*** Records shown
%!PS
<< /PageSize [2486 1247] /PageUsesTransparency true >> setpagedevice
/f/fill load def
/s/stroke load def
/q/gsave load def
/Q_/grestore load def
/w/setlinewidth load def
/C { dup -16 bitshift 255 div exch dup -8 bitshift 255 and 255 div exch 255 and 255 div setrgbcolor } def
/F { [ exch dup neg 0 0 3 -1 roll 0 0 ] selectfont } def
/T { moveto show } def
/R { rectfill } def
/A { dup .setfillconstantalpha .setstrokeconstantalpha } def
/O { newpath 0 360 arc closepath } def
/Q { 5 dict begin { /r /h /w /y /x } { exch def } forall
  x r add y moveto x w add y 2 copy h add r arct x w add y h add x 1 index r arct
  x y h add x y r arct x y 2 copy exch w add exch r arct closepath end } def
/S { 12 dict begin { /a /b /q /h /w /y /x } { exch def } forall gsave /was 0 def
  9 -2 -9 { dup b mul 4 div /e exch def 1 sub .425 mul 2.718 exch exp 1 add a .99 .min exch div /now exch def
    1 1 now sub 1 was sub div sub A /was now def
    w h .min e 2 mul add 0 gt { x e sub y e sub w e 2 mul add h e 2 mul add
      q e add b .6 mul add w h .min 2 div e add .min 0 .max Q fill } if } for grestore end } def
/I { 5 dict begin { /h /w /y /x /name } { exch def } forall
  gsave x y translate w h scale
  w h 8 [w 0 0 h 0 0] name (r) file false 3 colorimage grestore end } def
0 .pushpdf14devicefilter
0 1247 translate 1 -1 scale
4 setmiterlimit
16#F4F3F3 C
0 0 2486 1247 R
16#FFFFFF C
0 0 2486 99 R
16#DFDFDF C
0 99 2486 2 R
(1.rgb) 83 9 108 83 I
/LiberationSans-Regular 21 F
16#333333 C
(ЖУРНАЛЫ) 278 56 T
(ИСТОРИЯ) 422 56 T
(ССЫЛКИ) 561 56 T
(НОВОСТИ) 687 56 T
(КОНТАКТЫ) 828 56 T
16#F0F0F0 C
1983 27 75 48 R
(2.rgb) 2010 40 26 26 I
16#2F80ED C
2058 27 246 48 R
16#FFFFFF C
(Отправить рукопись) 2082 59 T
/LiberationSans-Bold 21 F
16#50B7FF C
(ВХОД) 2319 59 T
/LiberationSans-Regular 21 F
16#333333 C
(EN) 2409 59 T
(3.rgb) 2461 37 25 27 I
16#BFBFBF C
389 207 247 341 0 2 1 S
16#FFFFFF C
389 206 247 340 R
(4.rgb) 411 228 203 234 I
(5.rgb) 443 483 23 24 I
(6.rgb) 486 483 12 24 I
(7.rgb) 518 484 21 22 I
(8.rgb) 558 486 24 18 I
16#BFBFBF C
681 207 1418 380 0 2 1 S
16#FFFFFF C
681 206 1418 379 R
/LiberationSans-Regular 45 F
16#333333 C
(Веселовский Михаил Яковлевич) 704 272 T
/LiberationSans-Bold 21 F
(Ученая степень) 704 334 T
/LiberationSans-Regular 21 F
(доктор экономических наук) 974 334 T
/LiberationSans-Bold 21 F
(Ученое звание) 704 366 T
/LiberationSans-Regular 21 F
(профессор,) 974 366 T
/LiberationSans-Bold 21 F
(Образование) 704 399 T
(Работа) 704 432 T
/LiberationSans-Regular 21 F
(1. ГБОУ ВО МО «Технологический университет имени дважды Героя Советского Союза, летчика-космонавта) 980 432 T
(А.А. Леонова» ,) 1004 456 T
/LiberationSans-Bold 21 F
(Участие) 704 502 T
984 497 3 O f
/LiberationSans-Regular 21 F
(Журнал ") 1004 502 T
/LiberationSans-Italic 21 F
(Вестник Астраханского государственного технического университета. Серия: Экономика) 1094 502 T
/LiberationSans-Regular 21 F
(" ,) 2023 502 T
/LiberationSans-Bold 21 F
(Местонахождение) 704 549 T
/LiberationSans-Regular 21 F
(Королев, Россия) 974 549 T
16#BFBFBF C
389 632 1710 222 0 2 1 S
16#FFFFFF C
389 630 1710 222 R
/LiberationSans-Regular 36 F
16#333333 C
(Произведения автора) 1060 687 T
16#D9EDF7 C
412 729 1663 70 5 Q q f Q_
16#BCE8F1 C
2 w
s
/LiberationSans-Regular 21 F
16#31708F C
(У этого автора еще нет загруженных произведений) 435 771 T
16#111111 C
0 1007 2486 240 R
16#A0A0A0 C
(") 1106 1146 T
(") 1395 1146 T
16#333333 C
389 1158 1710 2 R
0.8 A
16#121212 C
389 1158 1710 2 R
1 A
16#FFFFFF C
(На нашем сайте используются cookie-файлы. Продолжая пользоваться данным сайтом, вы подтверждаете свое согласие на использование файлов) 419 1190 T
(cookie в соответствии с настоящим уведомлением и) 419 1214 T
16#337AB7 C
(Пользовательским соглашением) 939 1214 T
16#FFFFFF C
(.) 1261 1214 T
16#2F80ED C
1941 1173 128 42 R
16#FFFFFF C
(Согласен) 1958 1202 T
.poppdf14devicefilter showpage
******
*** Records shown
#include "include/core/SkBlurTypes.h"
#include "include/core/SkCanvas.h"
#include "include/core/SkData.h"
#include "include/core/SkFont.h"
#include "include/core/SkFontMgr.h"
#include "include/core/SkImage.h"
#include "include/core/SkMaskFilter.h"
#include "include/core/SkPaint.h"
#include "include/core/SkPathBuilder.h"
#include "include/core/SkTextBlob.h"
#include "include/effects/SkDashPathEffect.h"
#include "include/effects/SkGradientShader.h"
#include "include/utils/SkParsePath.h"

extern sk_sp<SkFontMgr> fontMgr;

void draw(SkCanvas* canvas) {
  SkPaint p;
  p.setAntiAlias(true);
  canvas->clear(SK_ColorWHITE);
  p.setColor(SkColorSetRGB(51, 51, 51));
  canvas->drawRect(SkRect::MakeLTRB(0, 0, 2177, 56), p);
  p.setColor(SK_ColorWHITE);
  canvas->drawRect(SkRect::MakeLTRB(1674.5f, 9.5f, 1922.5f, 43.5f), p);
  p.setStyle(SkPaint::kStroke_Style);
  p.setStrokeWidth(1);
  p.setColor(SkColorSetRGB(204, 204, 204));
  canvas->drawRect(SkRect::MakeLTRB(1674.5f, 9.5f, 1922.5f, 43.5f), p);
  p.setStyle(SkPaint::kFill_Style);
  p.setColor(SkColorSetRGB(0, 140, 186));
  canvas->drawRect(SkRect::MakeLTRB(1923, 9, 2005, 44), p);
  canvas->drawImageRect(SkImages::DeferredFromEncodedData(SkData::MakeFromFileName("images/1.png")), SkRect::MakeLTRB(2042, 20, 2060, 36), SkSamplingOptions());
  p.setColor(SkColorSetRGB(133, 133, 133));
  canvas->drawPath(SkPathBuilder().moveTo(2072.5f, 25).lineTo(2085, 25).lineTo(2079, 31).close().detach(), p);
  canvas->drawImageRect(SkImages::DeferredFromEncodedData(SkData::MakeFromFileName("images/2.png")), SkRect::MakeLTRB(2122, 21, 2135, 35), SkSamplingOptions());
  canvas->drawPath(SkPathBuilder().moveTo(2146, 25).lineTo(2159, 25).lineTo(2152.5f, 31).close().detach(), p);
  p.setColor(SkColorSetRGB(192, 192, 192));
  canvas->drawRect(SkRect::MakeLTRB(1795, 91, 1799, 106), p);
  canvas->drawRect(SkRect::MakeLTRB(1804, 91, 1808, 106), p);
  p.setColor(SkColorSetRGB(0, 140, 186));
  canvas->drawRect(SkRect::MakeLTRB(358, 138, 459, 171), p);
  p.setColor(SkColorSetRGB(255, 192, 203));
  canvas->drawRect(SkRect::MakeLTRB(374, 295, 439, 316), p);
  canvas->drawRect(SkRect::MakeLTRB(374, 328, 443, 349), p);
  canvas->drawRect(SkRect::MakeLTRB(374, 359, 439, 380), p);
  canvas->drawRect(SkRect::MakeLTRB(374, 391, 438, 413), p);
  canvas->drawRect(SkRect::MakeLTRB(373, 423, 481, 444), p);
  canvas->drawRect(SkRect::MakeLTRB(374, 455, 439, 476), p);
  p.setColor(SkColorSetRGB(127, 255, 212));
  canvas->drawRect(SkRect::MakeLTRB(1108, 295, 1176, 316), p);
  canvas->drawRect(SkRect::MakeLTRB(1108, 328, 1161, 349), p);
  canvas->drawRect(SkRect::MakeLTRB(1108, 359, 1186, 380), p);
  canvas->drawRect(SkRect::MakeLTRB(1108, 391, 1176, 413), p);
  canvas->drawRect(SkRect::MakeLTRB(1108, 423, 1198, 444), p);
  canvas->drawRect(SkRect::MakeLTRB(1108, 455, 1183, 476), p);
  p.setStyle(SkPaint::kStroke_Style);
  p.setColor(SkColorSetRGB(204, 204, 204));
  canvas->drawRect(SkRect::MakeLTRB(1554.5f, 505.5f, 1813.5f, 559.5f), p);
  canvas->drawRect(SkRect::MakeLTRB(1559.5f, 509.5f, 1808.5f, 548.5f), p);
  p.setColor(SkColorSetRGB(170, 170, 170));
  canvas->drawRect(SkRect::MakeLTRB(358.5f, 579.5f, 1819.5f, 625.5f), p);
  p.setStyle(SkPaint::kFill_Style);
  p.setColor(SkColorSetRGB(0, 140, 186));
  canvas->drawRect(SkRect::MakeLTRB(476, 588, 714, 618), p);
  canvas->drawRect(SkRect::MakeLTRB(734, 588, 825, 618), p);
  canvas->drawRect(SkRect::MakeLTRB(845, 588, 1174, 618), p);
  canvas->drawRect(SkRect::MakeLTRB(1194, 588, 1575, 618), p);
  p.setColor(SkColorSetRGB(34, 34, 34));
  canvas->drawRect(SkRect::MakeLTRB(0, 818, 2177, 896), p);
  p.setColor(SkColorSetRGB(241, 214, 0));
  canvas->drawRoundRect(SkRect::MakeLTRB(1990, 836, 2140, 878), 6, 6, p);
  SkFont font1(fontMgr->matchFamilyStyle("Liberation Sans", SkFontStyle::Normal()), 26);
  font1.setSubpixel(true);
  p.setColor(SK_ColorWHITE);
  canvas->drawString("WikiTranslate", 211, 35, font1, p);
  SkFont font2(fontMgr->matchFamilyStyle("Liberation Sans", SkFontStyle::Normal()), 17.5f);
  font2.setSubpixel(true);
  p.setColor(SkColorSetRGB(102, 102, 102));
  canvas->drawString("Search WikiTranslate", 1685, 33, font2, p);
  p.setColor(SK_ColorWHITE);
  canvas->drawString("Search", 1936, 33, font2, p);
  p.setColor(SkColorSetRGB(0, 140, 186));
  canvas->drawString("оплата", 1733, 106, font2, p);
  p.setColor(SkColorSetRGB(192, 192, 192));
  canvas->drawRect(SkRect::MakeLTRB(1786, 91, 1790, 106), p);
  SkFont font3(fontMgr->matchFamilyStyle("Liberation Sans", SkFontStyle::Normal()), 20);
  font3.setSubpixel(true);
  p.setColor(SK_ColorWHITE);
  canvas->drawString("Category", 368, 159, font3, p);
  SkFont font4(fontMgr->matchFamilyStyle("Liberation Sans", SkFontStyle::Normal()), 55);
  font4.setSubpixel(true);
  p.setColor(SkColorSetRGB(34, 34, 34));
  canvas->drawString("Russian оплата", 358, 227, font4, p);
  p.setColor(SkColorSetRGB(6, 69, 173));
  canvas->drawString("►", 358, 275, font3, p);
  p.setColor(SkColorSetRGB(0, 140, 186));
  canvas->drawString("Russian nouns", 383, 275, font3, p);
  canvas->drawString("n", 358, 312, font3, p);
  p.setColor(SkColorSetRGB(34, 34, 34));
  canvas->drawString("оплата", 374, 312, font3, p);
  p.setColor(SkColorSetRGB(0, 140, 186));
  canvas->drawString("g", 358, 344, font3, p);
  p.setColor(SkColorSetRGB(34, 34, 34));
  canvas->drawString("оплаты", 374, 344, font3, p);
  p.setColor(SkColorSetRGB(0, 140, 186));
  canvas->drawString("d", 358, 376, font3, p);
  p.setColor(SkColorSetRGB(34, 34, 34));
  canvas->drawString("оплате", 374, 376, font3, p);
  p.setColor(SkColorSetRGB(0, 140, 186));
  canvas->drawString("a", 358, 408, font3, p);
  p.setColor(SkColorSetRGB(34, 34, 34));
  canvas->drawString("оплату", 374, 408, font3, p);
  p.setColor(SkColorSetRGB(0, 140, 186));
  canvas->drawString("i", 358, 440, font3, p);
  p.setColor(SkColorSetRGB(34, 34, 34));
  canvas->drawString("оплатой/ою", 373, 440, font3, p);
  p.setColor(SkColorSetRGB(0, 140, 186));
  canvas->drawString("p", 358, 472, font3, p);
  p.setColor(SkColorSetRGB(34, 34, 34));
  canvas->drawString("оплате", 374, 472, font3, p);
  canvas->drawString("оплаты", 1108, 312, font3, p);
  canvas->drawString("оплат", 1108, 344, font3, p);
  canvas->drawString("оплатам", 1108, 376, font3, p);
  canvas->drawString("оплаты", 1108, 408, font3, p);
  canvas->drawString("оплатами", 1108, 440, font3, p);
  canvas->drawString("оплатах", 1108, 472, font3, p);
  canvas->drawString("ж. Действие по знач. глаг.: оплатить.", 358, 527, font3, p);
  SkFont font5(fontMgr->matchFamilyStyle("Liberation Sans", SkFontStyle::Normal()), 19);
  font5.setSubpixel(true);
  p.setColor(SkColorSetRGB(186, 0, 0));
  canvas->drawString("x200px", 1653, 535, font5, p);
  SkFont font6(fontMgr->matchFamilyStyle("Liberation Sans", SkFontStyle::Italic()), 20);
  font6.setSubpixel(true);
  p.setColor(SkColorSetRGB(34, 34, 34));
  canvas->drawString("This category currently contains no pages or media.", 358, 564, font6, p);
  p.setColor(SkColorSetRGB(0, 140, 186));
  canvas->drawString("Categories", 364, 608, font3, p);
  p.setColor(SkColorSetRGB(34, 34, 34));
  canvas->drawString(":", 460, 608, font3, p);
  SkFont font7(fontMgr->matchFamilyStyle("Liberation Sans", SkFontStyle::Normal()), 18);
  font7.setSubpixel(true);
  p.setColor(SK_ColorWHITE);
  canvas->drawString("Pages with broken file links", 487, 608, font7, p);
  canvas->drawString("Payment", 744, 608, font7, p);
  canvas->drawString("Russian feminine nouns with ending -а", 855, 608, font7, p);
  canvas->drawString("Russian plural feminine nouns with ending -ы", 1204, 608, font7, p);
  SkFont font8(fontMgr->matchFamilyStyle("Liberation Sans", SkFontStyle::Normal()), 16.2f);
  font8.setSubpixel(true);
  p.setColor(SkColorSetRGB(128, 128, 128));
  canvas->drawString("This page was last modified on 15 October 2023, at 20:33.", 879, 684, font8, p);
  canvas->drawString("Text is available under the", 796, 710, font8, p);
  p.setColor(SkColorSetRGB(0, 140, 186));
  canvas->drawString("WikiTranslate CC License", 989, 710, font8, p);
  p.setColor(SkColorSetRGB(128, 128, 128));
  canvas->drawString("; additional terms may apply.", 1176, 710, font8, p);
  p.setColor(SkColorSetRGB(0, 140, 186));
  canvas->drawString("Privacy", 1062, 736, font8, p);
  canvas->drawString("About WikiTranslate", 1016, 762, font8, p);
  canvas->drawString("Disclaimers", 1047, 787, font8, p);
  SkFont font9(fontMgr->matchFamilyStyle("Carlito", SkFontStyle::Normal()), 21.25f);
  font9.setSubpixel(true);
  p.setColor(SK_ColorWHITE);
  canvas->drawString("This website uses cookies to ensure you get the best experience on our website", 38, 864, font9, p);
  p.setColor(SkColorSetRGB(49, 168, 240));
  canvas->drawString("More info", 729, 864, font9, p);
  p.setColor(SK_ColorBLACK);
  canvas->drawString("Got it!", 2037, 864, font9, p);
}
******
Find the word "closepath" in the listing and copy each line that contains it.

/O { newpath 0 360 arc closepath } def
  x y h add x y r arct x y 2 copy exch w add exch r arct closepath end } def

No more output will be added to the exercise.